Three months ago, the website published an official group picture of the General Staff with President Reuven Rivlin at the President’s Residence. Of the 24 high-ranking officers of the expanded General Staff forum—seven of them with the rank of Brigadier General and Colonel—only two wore knitted yarmulkes: the military secretary of the Prime Minister, Brig. Gen. Eliezer Toledano, and the economic advisor to the Chief of Staff, Brigadier General Sasson Hadad.
In the last round of appointments, these two officers will also be replaced.
On Thursday, Defense Minister Avigdor Liberman approved Chief of Staff Lt. Gen. Gadi Eizenkot’s recommendation to appoint Brigadier General Ariella Lazarovitz as economic advisor to the Chief of Staff and to head of the budget department at the Defense Ministry. She will be promoted to the rank of Brigadier General and will be the only woman in the General Staff forum – replacing General Hadad.
At the same time, Brig. Gen. Toledano, who was appointed Commander of the Gaza Division, will leave his position as Netanyahu’s Military Secretary, a replacement for which is yet to be announced.
In the past year and a half, there has been a growing resentment in the religious sector over what looked like a culture war the IDF has been waging war against the ranks of knitted yarmulkes. There was the order to shave beards; increased integration of women in combat units; and the promotion by the High Command of the Education Corps at the expense of the Military Rabbinate regarding “Jewish awareness.”
According to Tzav Echad, a group dedicated to improving the service conditions of religious soldiers (the name means, roughly, same draft order), there are “hundreds of documented cases of denial of soldiers’ rights or incorrect treatment of the Jewish faith, such as a shortage of tefillin, non-kosher food being served on IDF bases, soldiers who were forced to visit sites they are religiously prohibited to enter, and the order to shave beards.”
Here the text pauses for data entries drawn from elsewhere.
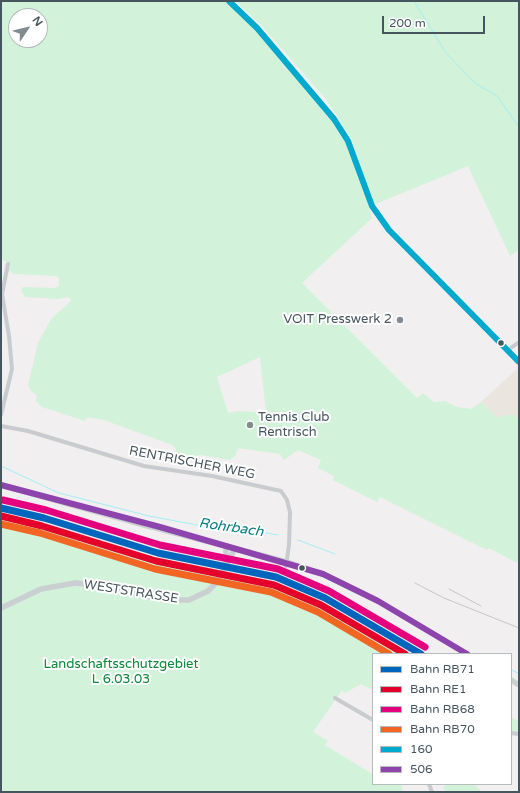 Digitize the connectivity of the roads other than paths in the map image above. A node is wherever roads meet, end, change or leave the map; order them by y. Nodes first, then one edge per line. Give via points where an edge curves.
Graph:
1 (229, 1) edge
2 (8, 264) dead end
3 (519, 342) edge
4 (508, 350) junction
5 (519, 362) edge
6 (1, 415) edge
7 (1, 426) edge
8 (1, 485) edge
9 (229, 550) junction
10 (286, 564) junction
11 (1, 608) edge
12 (465, 653) edge
13 (335, 698) dead end
14 (372, 719) edge

1 - 4 main road via 257,28 334,118 348,141 377,214 394,235
2 - 6 street via 2,294 12,369
3 - 4 street
4 - 5 main road
7 - 10 street, RENTRISCHER WEG via 36,433 144,466 212,476 281,491 290,512
8 - 9 main road
9 - 10 main road
9 - 11 main road, WESTSTRASSE via 221,577 203,594 188,600 165,600 103,586 75,583 41,589
10 - 12 main road via 322,574 378,601
13 - 14 street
The IDF stated in response: “The IDF does not distinguish between those who wear skullcaps and those who do not. All the officers who dedicate their lives to the security mission are being chosen according to their suitability for the job. The attempt to ‘count yarmulkes’ is inappropriate and even outrageous.”
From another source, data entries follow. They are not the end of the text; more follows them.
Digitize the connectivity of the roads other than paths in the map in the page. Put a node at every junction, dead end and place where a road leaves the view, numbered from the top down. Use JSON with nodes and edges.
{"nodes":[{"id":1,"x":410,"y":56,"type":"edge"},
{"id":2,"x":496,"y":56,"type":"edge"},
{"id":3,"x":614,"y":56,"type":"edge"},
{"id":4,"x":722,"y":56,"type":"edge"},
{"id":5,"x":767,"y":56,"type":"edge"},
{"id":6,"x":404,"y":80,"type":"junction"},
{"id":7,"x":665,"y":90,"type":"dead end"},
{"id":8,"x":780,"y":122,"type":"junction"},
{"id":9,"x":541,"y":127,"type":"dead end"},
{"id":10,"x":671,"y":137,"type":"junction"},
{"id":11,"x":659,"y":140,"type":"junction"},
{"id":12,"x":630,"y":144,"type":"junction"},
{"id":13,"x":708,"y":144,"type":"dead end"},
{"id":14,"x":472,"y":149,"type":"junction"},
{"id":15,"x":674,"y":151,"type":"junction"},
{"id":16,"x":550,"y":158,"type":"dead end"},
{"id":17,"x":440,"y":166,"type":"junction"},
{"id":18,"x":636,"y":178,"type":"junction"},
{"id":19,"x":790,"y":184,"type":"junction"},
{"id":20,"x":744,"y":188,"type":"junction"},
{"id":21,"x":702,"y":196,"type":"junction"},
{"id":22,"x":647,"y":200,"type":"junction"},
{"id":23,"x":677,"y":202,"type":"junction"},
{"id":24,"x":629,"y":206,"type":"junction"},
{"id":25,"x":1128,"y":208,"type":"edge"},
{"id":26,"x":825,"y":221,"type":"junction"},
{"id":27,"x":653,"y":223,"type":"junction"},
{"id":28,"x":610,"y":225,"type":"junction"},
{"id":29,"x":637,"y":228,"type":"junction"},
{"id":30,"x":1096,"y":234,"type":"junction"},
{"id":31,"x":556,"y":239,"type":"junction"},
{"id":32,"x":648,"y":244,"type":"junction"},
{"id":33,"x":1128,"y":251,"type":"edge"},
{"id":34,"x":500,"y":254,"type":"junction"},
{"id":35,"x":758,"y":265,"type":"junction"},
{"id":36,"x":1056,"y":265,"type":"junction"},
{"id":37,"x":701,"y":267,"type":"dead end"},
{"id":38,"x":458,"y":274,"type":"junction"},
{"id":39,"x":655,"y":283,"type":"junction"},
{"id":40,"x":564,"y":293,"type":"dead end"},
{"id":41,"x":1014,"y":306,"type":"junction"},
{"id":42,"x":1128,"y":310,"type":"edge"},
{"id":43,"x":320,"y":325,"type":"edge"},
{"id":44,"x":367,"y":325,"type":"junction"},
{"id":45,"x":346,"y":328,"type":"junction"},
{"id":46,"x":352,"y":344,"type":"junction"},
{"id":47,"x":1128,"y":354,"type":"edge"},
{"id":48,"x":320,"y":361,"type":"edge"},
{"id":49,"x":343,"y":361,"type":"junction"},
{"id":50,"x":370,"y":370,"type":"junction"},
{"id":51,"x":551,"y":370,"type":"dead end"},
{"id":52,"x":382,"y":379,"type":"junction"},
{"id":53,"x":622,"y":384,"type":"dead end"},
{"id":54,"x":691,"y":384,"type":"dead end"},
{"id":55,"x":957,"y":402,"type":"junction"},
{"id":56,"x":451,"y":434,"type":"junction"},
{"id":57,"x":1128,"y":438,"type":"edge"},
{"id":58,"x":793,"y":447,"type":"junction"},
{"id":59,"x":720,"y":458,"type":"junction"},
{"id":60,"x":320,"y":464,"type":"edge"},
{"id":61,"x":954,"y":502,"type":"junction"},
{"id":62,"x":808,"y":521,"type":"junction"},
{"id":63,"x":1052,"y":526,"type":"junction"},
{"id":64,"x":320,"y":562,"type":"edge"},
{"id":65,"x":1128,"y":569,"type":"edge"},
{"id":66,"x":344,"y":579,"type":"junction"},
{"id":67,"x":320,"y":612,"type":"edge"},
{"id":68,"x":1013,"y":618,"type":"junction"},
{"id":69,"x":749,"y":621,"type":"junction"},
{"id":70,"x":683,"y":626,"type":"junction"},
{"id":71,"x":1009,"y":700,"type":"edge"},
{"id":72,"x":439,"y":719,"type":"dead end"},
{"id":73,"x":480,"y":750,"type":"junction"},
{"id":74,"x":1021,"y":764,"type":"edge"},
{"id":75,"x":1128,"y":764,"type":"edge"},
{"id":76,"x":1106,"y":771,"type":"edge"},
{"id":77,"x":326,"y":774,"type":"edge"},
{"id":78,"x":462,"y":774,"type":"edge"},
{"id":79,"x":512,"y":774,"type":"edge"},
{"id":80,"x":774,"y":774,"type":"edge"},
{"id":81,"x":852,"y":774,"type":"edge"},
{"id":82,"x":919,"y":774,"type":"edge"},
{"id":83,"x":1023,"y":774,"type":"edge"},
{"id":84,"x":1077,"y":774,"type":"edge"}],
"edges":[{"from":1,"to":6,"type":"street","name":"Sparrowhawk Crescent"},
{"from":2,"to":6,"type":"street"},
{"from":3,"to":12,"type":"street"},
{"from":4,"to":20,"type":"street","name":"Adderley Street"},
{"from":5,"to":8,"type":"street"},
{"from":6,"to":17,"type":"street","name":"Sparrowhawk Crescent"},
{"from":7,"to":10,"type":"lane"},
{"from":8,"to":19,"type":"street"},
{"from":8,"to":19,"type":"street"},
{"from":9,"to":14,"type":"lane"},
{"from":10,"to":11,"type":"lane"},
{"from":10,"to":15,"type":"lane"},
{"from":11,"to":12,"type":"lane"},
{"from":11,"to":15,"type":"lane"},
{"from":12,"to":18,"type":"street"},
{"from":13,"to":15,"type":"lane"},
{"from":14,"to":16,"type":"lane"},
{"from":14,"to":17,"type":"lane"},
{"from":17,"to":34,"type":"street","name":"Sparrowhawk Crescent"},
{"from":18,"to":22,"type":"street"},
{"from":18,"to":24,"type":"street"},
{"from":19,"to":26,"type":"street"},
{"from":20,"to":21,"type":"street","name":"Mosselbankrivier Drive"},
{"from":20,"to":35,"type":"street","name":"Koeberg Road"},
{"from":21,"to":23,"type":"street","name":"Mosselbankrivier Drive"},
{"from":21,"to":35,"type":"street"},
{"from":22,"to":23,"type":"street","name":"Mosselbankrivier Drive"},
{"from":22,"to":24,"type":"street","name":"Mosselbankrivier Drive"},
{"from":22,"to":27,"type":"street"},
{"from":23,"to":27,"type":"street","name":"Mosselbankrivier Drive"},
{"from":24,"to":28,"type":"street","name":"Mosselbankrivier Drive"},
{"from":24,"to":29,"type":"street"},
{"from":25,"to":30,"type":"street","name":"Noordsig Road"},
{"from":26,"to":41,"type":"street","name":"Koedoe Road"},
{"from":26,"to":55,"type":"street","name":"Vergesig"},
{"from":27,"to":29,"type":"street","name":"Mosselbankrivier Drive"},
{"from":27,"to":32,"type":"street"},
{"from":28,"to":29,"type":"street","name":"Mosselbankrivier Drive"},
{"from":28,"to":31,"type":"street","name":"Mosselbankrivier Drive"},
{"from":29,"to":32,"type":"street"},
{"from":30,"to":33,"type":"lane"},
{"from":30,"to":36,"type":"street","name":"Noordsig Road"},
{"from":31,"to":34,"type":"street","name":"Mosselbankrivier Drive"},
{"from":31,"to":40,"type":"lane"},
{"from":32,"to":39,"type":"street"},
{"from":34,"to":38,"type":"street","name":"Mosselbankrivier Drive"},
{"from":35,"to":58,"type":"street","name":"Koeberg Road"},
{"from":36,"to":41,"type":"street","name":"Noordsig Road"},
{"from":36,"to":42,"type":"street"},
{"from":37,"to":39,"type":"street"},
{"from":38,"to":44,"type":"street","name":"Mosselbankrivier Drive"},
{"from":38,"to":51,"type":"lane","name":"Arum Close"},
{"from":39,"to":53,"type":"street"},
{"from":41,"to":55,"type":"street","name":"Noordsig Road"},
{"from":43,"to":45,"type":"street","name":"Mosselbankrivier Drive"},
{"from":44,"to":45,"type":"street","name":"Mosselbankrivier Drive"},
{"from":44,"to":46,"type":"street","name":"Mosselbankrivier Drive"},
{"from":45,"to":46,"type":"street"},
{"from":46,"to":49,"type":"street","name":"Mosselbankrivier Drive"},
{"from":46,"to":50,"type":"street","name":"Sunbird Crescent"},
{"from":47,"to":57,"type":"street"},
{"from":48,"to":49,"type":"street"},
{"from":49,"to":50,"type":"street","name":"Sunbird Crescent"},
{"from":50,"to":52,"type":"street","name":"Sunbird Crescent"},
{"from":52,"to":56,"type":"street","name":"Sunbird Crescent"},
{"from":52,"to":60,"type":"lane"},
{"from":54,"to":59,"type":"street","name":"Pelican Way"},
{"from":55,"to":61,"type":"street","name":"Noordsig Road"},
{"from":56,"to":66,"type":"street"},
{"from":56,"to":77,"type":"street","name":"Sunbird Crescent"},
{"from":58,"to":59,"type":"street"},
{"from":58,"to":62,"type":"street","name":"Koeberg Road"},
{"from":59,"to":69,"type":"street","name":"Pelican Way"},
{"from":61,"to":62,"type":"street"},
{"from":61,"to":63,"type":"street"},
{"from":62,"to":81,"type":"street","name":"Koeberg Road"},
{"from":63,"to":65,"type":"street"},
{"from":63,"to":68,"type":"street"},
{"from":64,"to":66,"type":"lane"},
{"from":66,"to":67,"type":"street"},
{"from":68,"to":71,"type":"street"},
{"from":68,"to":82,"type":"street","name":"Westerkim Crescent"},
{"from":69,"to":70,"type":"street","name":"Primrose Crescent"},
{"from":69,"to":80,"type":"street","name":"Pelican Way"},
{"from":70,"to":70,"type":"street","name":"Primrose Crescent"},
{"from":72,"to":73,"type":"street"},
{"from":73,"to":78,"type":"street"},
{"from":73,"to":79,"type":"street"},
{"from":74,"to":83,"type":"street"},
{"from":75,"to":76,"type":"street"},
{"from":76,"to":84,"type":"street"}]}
And yet, while Religious Zionist soldiers comprise about 30% of combat soldiers and 40% of officer school graduates, their numbers in the high positions appear to be shrinking. Combined with a new age restriction on officer school applications that appear to single out the older, Hesder Yeshiva graduates, and one might be tempted to conclude that the official outrage at “yarmulke counting” is not enough to mask the IDF’s anti-religious agenda.